DataStage Consultant
Environment: IBM InfoSphere Information server DataStage V 9.1, 8.5 (Parallel Jobs), Oracle Business Intelligence Suite Enterprise Edition (OBIEE), Oracle 10g, Toad, SQL Developer 1.5, SQL plus, Oracle PeopleSoft Campus Solutions, UC4 V8 Application Manager, Windows XP, Linux.
Responsibilities:
- Responsible for all aspects of managing and operating the InfoSphere platform - architecture, infrastructure, user/service account setup, access control, troubleshooting, technology strategy for upgrades, managing work requests, stakeholder communication etc.
- Implemented CDC Technology in Student Warehouse platform which enhanced the performance of jobs and reduced the daily batch completion time.
- Prepared Technical Design Approach Document for Server to Parallel DataStage Jobs Migration
- Extensively worked with various stages of Parallel Extender like Sequential file, Dataset, Lookup, Peek, Transformer, Merge, Aggregator, Row Generator, Surrogate Key Generator, and many more to design jobs and load the data in to Fact and Dimension tables.
- Involved in design and development of optimized parallel jobs to extract transform and effectively load data into Oracle, text files using best practices.
- Created master controlling sequencer jobs and implemented restorability using checkpoints while automating the Entire EDW loading process and implemented proper failure actions.

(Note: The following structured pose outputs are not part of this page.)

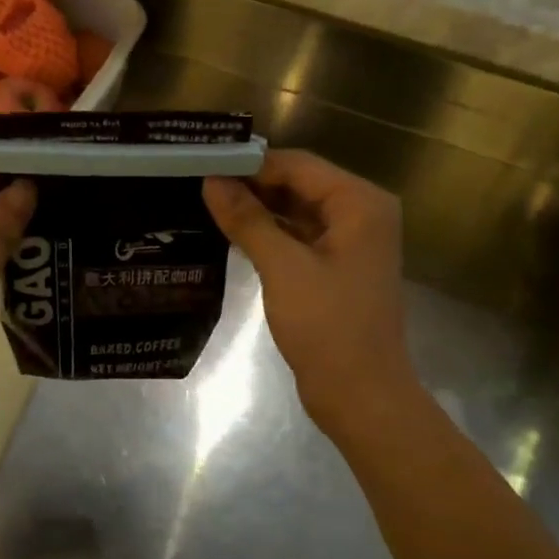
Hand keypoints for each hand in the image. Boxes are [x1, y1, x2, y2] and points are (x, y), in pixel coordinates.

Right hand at [203, 151, 416, 432]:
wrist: (361, 394)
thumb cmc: (328, 327)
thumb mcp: (283, 268)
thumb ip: (248, 220)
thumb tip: (212, 181)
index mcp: (360, 203)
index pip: (298, 165)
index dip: (251, 164)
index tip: (203, 165)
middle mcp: (361, 214)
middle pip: (299, 185)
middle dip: (252, 186)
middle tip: (197, 184)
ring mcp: (350, 243)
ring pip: (296, 212)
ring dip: (257, 211)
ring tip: (206, 205)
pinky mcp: (336, 268)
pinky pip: (298, 238)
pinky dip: (269, 235)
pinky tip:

- Involved in providing technical design review, development plan review, code review, test plans, and results as per best practices of IBM DataStage.
DataStage consultant
Environment: IBM InfoSphere Information server datastage 8.0 (Parallel Jobs), Oracle xsBusiness Intelligence Suite Enterprise Edition (OBIEE), Oracle 10g, Toad, SQL Developer 1.5, SQL plus, UC4 V8 Application Manager, Control - M, Windows XP, Linux.
Responsibilities:
- Involved in multiple FDIC ETL projects which involved new development as well as maintenance of existing Process using IBM DataStage.
- Worked extensively on different types of stages like sequential file, ODBC stage, aggregator, transformer, copy, merge, join, filter, column generator, funnel, peek, change capture, change apply stage, and several other stages for developing parallel jobs.

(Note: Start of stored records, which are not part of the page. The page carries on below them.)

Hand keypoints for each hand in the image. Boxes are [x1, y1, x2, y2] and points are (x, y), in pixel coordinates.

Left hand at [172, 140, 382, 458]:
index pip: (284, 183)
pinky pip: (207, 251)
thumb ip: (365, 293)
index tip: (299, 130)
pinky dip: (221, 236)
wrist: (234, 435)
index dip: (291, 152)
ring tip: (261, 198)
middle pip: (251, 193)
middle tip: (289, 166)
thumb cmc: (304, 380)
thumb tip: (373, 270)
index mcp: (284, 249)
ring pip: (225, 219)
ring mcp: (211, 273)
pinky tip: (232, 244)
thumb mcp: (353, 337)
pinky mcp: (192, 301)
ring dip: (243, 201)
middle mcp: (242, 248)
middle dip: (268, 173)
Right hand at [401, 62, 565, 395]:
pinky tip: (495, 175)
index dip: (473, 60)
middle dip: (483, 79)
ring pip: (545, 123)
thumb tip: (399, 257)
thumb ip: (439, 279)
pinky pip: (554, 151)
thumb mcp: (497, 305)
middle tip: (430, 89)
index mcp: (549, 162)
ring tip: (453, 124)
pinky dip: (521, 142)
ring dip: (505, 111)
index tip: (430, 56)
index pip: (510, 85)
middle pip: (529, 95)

- Responsible for creating parameter driven jobs and multiple instance jobs to be used across the projects.
- Designed and Developed DataStage jobs that handle the Initial load and the Incremental load for the Financial System’s EPM.
- Involved in various roles of Administrator and Developer throughout the project. Extensively worked in the design and development of the data acquisition process for the data warehouse including the initial load and subsequent refreshes.
- Responsible for identifying opportunities to optimize ETL environment including monitoring and implementing quality and validation processes to ensure data accuracy and integrity as a part of data optimization project.
- Worked on existing change log issues pertaining to performance optimization including new requirements and adding additional conditions.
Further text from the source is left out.